Background: Primary ciliary dyskinesia (PCD) is a clinically uniform entity, although cilia motility and structure can vary among patients, making diagnosis difficult. Chronic sinusitis, bronchiectasis, sinus hypoplasia, secretory otitis media, and low fertility are common in PCD patients. The aim of this work was to correlate nasal ciliary activity with clinical and structural abnormalities in PCD. A secondary aim was to evaluate the usefulness of high-resolution digital high-speed video (DHSV) in the diagnosis of PCD.
Methods: We analyzed nasal mucociliary transport and cilia ultrastructure by electron microscopy and studied nasal ciliary beat frequency (CBF) and beat pattern using high-resolution DHSV imaging in 34 healthy volunteers, 25 individuals with PCD (including 11 with Kartagener's syndrome [KS]with situs inversus), and 27 with secondary ciliary dyskinesia (SCD).

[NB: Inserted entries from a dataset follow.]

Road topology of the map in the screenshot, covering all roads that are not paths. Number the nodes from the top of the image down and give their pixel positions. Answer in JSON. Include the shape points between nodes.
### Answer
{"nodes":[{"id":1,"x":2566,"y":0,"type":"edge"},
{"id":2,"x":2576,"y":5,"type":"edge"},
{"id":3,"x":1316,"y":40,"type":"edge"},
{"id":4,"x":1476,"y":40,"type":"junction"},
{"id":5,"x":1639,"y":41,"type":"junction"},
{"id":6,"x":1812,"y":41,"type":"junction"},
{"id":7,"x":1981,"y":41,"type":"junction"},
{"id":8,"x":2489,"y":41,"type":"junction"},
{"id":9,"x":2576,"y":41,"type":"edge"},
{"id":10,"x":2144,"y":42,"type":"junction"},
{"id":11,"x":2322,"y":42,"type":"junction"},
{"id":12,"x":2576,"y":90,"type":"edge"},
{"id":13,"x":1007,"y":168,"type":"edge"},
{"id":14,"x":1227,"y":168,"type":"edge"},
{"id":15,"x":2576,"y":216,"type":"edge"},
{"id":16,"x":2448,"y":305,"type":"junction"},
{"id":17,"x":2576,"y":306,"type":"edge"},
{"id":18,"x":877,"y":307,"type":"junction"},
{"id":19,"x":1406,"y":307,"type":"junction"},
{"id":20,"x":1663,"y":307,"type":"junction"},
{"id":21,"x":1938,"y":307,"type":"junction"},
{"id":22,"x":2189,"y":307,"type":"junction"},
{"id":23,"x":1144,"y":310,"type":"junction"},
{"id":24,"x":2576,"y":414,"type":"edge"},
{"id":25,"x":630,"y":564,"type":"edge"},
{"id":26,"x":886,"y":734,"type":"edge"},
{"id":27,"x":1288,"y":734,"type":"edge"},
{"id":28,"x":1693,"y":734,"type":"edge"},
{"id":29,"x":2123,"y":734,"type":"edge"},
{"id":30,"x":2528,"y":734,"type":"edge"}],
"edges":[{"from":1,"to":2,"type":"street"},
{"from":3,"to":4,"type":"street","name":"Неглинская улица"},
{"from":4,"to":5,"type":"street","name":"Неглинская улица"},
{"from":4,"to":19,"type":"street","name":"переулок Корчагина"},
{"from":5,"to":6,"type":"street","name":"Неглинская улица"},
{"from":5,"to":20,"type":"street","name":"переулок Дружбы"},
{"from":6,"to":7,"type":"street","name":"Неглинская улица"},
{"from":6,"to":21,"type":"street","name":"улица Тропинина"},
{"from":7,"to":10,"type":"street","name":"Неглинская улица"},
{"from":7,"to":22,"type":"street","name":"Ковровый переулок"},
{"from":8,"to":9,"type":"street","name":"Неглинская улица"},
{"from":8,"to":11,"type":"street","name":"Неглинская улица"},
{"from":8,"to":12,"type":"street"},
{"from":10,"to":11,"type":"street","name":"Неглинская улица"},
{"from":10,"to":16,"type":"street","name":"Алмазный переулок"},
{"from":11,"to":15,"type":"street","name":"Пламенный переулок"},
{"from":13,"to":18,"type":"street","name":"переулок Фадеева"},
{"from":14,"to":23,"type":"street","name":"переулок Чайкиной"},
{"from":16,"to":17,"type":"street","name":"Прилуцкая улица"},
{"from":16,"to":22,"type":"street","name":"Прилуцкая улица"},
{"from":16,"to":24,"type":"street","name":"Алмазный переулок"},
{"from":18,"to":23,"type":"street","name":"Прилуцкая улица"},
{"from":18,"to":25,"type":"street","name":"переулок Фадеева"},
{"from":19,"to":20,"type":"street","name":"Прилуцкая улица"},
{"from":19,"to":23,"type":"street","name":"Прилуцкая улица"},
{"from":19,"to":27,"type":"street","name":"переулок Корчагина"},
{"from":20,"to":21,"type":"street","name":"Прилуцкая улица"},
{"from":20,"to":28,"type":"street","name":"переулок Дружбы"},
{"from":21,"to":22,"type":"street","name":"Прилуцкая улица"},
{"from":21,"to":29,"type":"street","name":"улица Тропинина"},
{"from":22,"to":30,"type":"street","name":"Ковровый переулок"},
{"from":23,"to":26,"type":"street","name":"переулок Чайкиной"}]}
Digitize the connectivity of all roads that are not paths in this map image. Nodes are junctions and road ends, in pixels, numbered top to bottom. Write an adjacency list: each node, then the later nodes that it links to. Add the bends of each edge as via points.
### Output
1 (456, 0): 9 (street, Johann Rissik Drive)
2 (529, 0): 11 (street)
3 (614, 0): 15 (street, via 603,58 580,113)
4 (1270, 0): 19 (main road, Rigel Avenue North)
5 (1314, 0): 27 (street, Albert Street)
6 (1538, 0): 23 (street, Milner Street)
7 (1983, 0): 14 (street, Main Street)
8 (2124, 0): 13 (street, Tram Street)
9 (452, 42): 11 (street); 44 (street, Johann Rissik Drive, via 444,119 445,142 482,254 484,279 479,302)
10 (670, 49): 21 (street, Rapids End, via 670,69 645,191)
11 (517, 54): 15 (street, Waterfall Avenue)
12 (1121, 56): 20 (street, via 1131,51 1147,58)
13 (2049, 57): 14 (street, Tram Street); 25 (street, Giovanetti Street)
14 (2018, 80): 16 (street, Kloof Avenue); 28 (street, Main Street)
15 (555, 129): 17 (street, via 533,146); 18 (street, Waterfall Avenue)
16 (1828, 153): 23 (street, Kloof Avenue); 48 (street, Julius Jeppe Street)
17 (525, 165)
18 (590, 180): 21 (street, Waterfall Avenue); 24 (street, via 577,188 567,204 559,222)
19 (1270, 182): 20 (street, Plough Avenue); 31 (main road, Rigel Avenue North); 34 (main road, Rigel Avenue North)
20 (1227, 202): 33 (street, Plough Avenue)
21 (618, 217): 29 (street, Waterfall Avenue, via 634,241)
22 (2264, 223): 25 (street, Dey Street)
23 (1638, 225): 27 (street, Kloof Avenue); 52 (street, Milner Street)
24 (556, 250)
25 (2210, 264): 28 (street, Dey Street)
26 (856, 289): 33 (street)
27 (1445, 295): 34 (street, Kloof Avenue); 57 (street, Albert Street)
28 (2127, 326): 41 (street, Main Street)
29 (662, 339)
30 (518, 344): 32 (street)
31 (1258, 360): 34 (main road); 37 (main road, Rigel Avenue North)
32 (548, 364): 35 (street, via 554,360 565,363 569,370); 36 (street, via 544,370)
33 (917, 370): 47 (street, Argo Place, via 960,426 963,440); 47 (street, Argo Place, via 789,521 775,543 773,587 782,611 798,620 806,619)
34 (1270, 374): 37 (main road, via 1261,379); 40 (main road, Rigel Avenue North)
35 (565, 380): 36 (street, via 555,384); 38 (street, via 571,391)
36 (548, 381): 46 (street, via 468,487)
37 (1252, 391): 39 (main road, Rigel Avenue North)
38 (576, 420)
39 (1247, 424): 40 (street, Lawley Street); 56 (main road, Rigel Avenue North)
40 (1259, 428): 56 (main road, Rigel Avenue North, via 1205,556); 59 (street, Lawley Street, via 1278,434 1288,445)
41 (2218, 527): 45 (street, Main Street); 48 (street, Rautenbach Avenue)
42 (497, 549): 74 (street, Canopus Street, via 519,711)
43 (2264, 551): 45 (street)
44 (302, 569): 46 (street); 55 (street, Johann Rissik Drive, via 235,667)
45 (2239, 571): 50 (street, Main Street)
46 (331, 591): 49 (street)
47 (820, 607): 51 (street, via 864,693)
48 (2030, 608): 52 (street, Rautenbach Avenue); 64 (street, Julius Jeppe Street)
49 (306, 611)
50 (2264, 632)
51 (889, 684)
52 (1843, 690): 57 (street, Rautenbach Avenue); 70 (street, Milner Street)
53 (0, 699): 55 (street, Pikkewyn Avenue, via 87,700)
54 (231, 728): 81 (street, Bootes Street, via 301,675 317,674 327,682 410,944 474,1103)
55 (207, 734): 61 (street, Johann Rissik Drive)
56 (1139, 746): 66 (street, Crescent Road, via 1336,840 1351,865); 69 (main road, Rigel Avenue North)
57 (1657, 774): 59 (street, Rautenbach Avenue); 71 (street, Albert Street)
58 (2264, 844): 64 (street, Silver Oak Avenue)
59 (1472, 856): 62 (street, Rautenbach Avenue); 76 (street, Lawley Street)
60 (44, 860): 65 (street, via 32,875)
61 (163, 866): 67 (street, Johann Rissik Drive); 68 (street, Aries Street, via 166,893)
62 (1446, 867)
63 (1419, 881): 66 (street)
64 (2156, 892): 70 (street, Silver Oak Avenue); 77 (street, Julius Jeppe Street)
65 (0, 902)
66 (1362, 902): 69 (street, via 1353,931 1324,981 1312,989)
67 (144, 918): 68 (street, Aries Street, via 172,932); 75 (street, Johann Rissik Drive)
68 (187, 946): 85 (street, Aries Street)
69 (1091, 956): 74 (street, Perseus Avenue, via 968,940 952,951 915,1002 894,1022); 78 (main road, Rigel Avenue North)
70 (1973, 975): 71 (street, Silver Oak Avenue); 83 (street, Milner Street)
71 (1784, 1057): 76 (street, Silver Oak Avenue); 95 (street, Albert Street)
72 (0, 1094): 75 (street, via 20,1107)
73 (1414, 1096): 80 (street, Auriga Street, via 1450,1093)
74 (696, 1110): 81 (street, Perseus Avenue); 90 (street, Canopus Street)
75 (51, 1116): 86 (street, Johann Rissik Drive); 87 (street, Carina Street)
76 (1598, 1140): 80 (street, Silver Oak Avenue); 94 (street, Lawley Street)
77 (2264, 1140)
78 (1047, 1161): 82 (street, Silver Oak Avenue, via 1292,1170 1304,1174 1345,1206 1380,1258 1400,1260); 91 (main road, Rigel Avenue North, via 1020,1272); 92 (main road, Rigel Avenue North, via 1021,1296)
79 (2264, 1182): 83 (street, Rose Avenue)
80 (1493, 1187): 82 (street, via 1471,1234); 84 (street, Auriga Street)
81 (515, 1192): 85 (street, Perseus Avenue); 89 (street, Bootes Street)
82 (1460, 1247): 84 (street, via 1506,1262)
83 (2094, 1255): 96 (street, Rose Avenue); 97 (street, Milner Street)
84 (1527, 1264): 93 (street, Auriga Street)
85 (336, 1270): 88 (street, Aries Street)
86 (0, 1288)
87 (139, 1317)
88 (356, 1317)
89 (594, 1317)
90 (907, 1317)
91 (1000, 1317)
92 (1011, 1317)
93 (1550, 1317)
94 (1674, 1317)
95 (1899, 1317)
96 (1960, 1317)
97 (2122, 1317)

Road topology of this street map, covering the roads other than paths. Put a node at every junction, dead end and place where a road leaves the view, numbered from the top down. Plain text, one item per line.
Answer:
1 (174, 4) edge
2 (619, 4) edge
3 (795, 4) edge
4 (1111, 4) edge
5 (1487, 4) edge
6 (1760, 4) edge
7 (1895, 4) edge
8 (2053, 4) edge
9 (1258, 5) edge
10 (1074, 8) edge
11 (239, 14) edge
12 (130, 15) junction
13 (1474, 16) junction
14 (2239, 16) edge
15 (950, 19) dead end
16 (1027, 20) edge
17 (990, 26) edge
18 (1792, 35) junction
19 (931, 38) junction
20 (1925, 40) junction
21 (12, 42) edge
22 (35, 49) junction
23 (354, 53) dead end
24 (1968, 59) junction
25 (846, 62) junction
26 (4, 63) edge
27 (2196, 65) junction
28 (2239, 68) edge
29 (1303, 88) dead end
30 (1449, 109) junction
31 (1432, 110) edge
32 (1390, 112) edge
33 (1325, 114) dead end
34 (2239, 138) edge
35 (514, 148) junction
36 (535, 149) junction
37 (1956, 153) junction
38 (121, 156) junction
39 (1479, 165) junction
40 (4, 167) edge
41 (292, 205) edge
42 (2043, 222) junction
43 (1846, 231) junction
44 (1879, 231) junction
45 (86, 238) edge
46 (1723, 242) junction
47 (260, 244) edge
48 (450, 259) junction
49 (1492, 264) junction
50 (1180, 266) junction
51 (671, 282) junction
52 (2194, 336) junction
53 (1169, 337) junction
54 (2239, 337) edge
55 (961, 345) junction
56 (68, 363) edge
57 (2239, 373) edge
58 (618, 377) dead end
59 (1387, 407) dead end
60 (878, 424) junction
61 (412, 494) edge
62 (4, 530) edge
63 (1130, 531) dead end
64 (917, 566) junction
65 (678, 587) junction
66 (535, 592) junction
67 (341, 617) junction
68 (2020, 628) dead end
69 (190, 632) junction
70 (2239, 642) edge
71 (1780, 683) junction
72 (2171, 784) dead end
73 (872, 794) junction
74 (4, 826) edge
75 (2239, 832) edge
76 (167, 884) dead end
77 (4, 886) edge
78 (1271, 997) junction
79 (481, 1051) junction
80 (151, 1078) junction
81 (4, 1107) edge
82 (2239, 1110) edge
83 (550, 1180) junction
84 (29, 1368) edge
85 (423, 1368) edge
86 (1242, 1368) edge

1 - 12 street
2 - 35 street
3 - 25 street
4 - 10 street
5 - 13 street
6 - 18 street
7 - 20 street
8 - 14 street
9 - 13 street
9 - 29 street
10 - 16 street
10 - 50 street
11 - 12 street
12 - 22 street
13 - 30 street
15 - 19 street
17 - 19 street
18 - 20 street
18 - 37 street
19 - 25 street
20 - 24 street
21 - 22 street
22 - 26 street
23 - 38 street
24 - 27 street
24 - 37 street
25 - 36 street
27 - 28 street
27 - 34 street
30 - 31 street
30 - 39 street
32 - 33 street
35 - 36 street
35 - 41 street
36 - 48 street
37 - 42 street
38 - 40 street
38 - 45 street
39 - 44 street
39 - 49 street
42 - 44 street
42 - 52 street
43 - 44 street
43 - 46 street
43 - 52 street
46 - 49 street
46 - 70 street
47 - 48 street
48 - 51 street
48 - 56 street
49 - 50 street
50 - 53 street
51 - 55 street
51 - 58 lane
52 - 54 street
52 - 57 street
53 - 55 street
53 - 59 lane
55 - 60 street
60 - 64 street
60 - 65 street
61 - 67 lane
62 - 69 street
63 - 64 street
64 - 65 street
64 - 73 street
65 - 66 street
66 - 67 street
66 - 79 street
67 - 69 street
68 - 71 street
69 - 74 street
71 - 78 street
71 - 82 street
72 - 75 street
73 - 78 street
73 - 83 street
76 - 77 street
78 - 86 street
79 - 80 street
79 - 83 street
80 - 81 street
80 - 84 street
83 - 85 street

Results: Nasal mucociliary transport was defective in the PCD and SCD patients. Ciliary immotility was observed in only six KS patients and was correlated with the absence of dynein. We observed a correlation between partial dynein deficiency and an uncoordinated, stiffly vibrating ciliary beat. Cilia activity and structure were normal in the SCD patients.
Conclusion: Nasal mucociliary transport showed a sensitivity of 100% for the diagnosis of PCD but has low specificity. High-resolution DHSV imaging has high sensitivity and specificity for the diagnosis of PCD. Video analysis is probably more useful than the study of mucociliary transport and cilia ultrastructure in screening for PCD. The absence of dynein was correlated with ciliary immotility and was more common in KS patients.